BAB 6 ~ GUNDAH

316 50 2
                                    

Aku percaya dengan pendapat yang mengatakan, kalau kehadiran seorang ayah, berperan sangat penting dalam perkembangan psikologis dan sosial anaknya, terutama anak perempuan. Bahkan pola ikatan yang terbentuk antara mereka, juga mempengaruhi bagaimana cara sang anak menjalin hubungan kelak dengan orang lain.

Aku tak tahu pola ikatan apa yang terbentuk antara aku dan Ayah. Mungkin pengabaian dan perasaan tak pernah dianggap. Aku nyaris lupa, apakah ada momen bahagia yang pernah kualami saat bersamanya.

Bahkan dalam ingatan yang samar-samar sekali pun di masa lalu, tak ada memori tentang Ayah di sana. Hanya saja tak bisa dipungkiri, jauh di lubuk hati terdalam, tetap saja aku mengharapkan dia hadir di hidupku seperti ayah-ayah orang lain. Sayangnya, saat aku sudah lelah merindu dan mulai belajar melupakannya, dia tiba-tiba muncul di tengah-tengah kami, mengharapkan pemakluman.

Meski tak punya kenangan manis di masa kecil, aku juga tak punya kenangan buruk tentang Ayah.
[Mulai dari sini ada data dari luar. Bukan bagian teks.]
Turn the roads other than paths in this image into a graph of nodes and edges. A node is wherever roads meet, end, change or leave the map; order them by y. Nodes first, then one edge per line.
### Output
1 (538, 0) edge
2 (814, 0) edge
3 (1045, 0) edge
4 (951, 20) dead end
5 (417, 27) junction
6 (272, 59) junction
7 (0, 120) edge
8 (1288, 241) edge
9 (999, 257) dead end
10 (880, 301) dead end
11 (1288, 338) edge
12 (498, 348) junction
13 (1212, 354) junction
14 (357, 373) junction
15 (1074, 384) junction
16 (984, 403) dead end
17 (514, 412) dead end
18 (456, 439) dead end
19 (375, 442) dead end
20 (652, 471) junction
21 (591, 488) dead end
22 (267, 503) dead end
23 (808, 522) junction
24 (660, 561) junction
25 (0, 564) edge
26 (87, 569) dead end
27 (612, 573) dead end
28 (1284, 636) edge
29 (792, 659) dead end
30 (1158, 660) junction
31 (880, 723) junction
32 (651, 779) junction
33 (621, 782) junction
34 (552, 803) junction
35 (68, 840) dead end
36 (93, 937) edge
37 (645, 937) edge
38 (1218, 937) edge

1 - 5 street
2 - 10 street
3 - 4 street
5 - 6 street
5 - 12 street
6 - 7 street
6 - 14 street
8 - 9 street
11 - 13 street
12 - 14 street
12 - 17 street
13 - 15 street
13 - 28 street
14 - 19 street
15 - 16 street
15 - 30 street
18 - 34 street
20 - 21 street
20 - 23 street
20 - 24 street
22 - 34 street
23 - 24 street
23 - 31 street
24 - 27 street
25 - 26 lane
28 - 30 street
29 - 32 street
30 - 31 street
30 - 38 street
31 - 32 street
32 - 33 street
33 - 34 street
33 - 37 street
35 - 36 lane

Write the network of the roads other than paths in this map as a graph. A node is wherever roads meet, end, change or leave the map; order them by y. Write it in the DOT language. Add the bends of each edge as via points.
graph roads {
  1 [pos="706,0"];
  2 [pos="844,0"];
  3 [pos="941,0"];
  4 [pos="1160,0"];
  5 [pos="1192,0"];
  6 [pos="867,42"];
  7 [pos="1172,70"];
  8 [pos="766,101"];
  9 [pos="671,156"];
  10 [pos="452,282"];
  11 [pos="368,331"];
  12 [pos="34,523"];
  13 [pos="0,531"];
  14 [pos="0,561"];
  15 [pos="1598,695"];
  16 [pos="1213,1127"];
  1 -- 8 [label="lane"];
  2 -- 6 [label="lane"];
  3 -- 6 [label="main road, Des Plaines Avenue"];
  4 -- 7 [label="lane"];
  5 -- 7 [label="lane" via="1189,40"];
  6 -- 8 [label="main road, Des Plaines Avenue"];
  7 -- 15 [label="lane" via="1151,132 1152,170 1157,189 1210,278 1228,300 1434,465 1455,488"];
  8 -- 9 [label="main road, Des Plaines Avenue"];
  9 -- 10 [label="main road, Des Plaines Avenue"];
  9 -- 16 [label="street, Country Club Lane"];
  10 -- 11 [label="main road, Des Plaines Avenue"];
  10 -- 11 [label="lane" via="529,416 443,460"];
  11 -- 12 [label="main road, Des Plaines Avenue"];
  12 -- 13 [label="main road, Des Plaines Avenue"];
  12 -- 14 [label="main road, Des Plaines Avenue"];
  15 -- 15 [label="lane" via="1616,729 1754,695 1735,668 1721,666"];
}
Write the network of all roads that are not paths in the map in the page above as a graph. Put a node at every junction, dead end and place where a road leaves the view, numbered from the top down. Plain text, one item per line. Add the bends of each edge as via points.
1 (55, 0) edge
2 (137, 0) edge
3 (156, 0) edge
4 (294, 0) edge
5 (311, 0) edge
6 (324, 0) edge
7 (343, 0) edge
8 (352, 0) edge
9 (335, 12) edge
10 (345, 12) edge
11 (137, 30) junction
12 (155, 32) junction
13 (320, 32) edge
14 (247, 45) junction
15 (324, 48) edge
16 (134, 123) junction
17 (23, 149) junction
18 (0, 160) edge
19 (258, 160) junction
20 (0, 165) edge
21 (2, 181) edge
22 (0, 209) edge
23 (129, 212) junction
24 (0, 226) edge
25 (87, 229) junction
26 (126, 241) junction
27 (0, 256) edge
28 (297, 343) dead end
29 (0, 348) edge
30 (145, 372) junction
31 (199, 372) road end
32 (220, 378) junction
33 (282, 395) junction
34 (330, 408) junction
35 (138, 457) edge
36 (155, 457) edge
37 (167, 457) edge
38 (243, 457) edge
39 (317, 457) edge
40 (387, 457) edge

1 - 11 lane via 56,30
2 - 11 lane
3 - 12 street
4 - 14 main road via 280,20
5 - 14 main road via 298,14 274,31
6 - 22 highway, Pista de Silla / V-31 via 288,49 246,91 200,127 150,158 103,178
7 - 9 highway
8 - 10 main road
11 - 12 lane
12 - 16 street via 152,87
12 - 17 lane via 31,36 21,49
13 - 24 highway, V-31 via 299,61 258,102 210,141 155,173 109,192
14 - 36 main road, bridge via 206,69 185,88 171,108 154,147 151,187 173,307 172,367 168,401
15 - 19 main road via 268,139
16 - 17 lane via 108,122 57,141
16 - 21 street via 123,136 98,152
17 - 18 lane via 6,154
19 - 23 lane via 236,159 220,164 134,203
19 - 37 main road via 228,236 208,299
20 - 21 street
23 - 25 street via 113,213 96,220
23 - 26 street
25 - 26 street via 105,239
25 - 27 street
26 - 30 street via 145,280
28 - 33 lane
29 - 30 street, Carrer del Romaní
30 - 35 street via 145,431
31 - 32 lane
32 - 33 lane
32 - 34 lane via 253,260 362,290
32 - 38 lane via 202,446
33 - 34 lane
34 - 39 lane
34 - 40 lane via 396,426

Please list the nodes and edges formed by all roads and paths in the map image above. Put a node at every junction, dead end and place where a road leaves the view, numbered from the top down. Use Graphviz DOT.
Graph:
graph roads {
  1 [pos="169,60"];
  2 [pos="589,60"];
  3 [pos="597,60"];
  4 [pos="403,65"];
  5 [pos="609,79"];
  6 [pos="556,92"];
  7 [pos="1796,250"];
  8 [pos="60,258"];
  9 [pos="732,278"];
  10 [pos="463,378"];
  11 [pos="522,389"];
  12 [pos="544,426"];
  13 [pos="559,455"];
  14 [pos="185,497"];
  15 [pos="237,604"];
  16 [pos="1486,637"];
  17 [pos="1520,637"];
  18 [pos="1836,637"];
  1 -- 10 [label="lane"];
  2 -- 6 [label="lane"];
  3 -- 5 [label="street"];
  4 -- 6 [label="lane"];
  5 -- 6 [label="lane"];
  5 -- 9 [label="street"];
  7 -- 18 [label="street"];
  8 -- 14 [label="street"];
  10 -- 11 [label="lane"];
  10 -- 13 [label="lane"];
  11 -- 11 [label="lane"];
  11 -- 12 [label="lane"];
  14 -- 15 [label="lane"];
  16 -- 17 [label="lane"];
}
Semua seperti kertas putih yang kosong. Tanpa warna. Itulah sebabnya aku tak bisa membencinya walau juga tak bisa mencintainya. Aku juga tak kuasa menolak apa pun permintaannya, karena menyadari hanya tinggal dia satu-satunya keluargaku di dunia ini setelah Ibu tiada. Bahkan setelah berkali-kali dikhianati dan dipermalukan, tetap saja tak bisa disangkal darahnya mengalir deras di tubuhku.

"Dia kesalahan terbesar dalam hidup Ibu." Air mata Ibu langsung berlinang saat kutanyakan mengapa Ibu tak mau menerima Ayah kembali.   

"Tapi seburuk-buruknya ayahmu, dia sudah menitipkan permata yang sangat berharga di rahim Ibu," ucapnya seraya mengelus-elus pipiku.

"Maafkan Ibu, ya, Rumi. Maafkan Ibu yang naif memilih lelaki seperti dia menjadi ayahmu."

Aku tak tahu mengapa Ibu harus minta maaf. Bukankah kalau Ibu memilih lelaki lain sebagai suami, aku tak akan pernah ada di dunia ini?

Dulu aku masih sulit memahami apa yang membuat Ibu menyerah dengan Ayah, padahal saat dia bercerita tentang masa lalu saat mereka memutuskan menikah, Ibu bilang sangat mencintai Ayah. Namun setelah menyaksikan sendiri betapa ajaibnya ayahku, aku bisa mengerti.

Cinta saja tidak cukup, Rumi. Tak pernah cukup.

Kata-kata yang sempat dilontarkan Ibu itu, selalu terngiang dan menjadi mantra bagiku agar tak gampang menyerahkan cinta pada lelaki mana pun. Sebelum akhirnya Mahesa datang ... dan membuktikan semua perkataan Ibu benar adanya.

Aku memang belum bisa setangguh Ibu yang bisa melupakan cintanya pada Ayah, karena Mahesa tidak seperti Ayah. Mengingat itu hatiku kembali digigit rasa nyeri. Nyeri dan rindu saling berkelindan dan tak bisa kuurai meski sudah tiga tahun berlalu.

"Kok, bengong?"

Aku yang masih termangu di lobi melihat mobil yang dikemudikan Orion membawa Ayah pergi, terkejut saat Astri menepuk bahuku.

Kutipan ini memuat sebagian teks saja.